None of this occurs overnight. It is a slow steady process that is almost imperceptible to the victim.(often only seen in retrospect) In this honeymoon phase they are wonderful with the children (there are often children as they make controlling the victim easier), so very attentive and generous. It starts small, the insults and put downs beginning to erode self confidence. If it wasnt for me you would lose your head type moments. What would you do without me? Moving to, you just cant do anything right. Once the victim has been separated from those who could help and their self esteem eroded the real game begins.
The I didnt mean to hurt you phase. Begins with the playful pinch that bruises or the finger thumped on the chest to make a point. Eventually leading to the first violent outburst. This will be the first time the victim is choked, hit, punched, kicked, or cut. (Biting probably occurred earlier) After this first incident the abuser will apologize profusely, often with gifts and always with some sort of promise to kill or do self harm rather than risk ever hurting the victim again.There will be begging and pleading for forgiveness and the interjection that the victim somehow made them do it. The victim, having never seen this frog side of their Prince Charming begins to believe that they must be somehow responsible for this behavior. So they forgive.

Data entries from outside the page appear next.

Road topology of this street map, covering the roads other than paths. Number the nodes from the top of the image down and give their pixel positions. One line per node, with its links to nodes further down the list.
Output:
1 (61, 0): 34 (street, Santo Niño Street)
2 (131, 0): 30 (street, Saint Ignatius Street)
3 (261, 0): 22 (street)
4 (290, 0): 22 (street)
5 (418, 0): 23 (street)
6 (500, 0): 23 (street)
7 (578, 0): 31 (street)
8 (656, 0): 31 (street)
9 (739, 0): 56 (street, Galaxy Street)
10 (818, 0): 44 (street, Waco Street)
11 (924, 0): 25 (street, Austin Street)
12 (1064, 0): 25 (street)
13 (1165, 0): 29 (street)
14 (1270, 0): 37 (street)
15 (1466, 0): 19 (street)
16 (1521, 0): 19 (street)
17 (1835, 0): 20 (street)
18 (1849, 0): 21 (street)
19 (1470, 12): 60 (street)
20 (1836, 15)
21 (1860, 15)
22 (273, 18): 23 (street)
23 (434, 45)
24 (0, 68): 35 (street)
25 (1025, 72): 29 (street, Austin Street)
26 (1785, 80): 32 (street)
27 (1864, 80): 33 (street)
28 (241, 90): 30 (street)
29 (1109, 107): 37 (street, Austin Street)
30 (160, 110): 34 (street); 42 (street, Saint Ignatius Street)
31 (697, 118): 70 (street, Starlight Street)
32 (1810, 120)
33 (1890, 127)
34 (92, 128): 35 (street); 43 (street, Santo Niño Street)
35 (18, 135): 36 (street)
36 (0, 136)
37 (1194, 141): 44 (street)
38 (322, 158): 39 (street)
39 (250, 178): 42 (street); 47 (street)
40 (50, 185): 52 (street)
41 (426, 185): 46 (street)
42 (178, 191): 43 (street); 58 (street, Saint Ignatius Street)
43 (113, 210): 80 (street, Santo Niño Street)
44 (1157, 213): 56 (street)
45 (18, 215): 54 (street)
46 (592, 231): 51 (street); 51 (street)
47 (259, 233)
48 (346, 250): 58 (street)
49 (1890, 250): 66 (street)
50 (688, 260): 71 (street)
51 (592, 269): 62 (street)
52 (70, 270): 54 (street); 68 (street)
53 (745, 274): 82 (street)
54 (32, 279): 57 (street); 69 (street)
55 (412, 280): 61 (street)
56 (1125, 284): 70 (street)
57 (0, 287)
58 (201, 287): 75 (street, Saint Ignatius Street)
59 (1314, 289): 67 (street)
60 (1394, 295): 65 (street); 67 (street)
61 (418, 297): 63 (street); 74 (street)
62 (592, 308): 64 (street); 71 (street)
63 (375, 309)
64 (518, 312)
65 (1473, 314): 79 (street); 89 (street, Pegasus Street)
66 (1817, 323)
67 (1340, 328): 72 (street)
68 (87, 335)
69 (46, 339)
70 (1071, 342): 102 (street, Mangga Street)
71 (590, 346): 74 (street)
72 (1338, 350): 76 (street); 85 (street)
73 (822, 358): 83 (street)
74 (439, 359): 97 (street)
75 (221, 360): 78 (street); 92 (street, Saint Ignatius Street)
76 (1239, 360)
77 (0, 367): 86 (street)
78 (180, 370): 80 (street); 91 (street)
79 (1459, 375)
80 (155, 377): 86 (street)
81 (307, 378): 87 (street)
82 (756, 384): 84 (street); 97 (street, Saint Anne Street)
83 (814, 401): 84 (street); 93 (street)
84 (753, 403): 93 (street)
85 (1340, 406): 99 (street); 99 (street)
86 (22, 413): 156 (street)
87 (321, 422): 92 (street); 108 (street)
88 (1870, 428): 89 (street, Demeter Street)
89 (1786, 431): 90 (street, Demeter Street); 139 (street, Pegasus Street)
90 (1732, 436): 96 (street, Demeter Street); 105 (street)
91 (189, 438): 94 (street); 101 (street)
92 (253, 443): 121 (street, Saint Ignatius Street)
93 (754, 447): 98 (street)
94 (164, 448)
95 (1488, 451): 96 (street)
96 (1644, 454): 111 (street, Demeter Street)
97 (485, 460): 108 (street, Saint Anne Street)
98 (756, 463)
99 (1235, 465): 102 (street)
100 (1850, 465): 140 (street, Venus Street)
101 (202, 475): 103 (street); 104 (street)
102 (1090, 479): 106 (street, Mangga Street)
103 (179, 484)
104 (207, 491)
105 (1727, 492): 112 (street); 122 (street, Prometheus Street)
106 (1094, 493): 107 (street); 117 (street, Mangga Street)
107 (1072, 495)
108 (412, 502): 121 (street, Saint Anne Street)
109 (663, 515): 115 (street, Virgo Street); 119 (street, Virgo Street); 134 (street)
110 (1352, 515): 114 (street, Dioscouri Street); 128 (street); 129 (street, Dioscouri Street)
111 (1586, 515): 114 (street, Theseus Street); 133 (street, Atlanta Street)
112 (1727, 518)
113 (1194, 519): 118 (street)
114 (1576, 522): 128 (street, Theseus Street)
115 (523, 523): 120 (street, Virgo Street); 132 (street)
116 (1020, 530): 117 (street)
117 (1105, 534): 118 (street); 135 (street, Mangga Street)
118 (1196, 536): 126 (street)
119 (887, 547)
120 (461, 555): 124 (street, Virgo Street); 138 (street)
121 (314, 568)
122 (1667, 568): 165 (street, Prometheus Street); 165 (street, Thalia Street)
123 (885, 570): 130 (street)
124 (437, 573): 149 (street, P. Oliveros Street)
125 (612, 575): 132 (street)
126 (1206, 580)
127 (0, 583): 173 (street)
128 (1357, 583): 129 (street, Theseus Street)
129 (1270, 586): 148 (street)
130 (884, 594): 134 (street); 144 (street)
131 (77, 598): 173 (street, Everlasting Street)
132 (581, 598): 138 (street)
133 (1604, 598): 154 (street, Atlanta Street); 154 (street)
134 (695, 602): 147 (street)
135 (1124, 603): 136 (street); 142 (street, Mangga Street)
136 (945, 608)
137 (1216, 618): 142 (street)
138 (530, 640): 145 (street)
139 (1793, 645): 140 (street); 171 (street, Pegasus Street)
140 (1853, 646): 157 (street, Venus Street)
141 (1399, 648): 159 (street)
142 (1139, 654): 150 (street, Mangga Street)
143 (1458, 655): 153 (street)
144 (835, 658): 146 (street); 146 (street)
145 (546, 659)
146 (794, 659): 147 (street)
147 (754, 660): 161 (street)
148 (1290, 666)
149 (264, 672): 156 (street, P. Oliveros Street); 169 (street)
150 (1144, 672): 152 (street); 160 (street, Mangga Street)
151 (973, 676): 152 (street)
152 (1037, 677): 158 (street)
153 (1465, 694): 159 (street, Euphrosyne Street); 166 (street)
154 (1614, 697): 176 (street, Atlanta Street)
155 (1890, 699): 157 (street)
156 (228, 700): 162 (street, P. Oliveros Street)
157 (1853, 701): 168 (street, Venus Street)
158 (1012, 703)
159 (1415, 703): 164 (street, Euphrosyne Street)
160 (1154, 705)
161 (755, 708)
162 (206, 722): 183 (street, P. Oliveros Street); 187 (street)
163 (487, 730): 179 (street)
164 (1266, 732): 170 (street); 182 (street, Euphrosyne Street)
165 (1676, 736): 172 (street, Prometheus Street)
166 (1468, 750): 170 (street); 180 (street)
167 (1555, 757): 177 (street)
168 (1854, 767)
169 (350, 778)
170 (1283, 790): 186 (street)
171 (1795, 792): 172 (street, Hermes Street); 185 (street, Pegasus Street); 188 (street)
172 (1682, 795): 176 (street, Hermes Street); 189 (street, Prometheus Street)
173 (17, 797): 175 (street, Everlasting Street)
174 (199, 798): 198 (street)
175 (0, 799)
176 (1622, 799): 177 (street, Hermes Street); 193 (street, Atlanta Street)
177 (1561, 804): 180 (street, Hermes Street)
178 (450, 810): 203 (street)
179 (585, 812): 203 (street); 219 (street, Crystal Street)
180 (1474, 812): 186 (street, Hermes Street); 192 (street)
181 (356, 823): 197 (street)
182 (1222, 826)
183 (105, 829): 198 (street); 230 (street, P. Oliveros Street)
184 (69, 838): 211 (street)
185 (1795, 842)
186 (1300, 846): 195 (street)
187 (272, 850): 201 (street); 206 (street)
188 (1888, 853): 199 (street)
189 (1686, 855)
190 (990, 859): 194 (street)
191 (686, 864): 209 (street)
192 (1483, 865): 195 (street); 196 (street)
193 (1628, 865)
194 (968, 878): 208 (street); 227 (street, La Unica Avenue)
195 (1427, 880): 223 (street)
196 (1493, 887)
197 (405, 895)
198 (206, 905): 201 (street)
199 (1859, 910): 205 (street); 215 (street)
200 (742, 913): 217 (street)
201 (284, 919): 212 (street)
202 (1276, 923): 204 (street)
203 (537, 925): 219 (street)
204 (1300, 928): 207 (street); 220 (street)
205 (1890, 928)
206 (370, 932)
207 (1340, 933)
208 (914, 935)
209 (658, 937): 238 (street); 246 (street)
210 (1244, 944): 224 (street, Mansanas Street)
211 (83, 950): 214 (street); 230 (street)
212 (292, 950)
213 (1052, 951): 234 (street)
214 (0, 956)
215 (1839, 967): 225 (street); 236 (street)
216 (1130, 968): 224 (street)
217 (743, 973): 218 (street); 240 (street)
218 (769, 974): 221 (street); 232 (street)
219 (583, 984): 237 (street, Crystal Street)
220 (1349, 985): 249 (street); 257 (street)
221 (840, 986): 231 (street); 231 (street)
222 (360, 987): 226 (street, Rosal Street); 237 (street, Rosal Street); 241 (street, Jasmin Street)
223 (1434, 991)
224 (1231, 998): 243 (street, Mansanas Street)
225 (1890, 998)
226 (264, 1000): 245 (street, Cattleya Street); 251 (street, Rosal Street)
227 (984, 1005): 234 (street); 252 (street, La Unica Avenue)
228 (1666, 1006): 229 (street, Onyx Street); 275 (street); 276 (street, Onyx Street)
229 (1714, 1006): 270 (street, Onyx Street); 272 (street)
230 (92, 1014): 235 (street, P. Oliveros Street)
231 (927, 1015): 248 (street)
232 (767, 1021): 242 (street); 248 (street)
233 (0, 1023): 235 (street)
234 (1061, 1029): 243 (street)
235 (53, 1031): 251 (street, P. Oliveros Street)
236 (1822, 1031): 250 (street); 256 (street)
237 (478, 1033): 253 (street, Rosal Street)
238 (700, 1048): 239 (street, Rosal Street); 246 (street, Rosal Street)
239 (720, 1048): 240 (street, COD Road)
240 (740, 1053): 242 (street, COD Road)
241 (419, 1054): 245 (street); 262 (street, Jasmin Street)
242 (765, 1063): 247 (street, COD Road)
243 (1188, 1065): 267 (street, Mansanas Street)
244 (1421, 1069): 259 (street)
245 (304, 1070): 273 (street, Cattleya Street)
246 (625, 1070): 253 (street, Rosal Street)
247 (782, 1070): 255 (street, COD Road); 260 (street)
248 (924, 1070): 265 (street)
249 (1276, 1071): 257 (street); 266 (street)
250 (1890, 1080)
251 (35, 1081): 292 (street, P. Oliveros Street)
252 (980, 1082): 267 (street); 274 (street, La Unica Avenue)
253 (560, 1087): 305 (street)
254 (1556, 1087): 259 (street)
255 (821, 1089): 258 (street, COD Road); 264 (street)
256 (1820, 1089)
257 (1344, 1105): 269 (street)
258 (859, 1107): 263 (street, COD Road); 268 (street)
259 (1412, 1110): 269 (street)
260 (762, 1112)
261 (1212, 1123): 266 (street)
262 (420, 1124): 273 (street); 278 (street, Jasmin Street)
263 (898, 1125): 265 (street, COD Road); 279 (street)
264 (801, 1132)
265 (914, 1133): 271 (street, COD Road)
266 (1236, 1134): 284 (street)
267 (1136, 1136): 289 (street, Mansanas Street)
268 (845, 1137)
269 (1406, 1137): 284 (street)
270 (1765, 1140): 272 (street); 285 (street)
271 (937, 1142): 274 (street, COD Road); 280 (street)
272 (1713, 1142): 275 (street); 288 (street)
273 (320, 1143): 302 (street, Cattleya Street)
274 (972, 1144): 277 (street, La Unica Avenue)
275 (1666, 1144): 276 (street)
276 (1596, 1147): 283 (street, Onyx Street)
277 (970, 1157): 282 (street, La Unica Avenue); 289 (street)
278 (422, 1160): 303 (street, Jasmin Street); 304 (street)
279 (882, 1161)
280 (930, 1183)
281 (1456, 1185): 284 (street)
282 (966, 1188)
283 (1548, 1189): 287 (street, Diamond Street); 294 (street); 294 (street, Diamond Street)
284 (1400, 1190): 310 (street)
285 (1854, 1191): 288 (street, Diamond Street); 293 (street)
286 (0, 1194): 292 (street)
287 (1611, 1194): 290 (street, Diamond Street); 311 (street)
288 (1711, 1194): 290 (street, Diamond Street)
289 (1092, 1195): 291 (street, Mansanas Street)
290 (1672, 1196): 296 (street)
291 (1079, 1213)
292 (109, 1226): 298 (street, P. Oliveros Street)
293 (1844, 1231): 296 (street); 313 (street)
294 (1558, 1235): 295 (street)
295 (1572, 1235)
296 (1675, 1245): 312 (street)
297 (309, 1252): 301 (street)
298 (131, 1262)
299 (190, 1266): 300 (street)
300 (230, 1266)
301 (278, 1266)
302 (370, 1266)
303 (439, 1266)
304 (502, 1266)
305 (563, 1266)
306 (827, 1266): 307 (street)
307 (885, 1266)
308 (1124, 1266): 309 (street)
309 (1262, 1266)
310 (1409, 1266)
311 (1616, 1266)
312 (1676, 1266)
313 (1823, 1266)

Once the abuser has weathered the initial storm things begin to move faster. They become more critical and demanding. They fast track the erosion of any remaining self confidence the victim has and now they have managed to isolate them, there is no support system to help. The next violent outburst will come soon. It will be worse. It will be followed by the same tearful apology perhaps with treats of suicide to keep it from happening again. The blame will lie squarely on the victim. The victim somehow made the abuser do it. They must be right because the victim believes they could not have been that wrong about the person they fell in love with. The Prince Charming they knew could not have been this ugly violent little person, so it must be something they did that was the cause. Once the victim appears to have forgiven the abuser the behavior will change, yet again. Now along with the increased criticism and demands with be the threats. If you ever left me threats, the ones that start closing off all thoughts of escape because now it isnt a matter of leaving, it would be an escape.
The threats cover a lot of territory, they will take the children away, they will make sure the victim never sees the children again, the victim would be killed before being allowed to leave and my favorite the No matter how long it takes I will hunt you down threat. The fact that the victim usually has little to no access to significant financial assists, or support system, and has been psychologically groomed to lose self-confidence and esteem as well as problem solving skills and the threats are real. Up until this point the children have usually been doated upon by the abuser again giving the victim a false sense of security. How could they take the children away from a parent or parental figure who seems to treat them so well, who loves them and is loved by the children. But........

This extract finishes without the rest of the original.